Patients with thymoma are likely to have more severe myasthenia and are less likely to improve after thymectomy; nevertheless, many of these patients also improve if the surrounding thymus gland is excised in addition to the tumor.

Myasthenic crisis is defined as the need for assisted ventilation, a condition that arises in about 10% of myasthenic patients. It is more likely to occur in patients with dysarthria, dysphagia, and documented respiratory muscle weakness, presumably because they are liable to aspirate oral secretions, but crisis may also occur in other patients after respiratory infection or major surgery (including thymectomy). The principles of treatment are those of respiratory failure in general.
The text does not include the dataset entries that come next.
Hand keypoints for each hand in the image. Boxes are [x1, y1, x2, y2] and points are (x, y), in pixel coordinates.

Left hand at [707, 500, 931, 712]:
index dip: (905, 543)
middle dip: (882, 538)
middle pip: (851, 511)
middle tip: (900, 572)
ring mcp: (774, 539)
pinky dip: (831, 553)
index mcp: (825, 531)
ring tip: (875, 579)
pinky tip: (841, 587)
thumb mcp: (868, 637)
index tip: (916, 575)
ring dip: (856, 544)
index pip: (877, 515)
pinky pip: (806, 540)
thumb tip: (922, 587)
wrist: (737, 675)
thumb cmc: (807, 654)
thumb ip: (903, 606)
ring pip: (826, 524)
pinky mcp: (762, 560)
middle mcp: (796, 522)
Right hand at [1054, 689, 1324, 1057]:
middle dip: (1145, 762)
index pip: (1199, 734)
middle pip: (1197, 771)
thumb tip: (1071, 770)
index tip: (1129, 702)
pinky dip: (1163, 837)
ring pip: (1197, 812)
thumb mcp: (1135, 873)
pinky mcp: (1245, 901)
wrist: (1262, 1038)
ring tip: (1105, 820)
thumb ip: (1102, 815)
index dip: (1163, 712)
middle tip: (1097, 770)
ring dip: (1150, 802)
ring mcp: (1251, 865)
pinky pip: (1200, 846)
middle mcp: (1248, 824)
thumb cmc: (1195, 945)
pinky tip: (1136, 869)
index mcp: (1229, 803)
Cholinergic drug therapy is usually discontinued once an endotracheal tube has been placed and positive pressure respiration started; this practice avoids questions about proper dosage or cholinergic stimulation of pulmonary secretions. Crisis is viewed as a temporary exacerbation that subsides in a few days or weeks. The therapeutic goal is to maintain vital functions and to avoid or treat infection until the patient spontaneously recovers from the crisis. Cholinergic drug therapy need not be restarted unless fever and other signs of infection have subsided, there are no pulmonary complications, and the patient is breathing without assistance.

The determination of whether plasma exchange or intravenous immunoglobulin actually shortens the duration of crisis would require a controlled trial, but the efficacy of pulmonary intensive care is now so good that crisis is almost never fatal and many patients remit. Because of advances in therapy, myasthenia is still serious, but not so grave.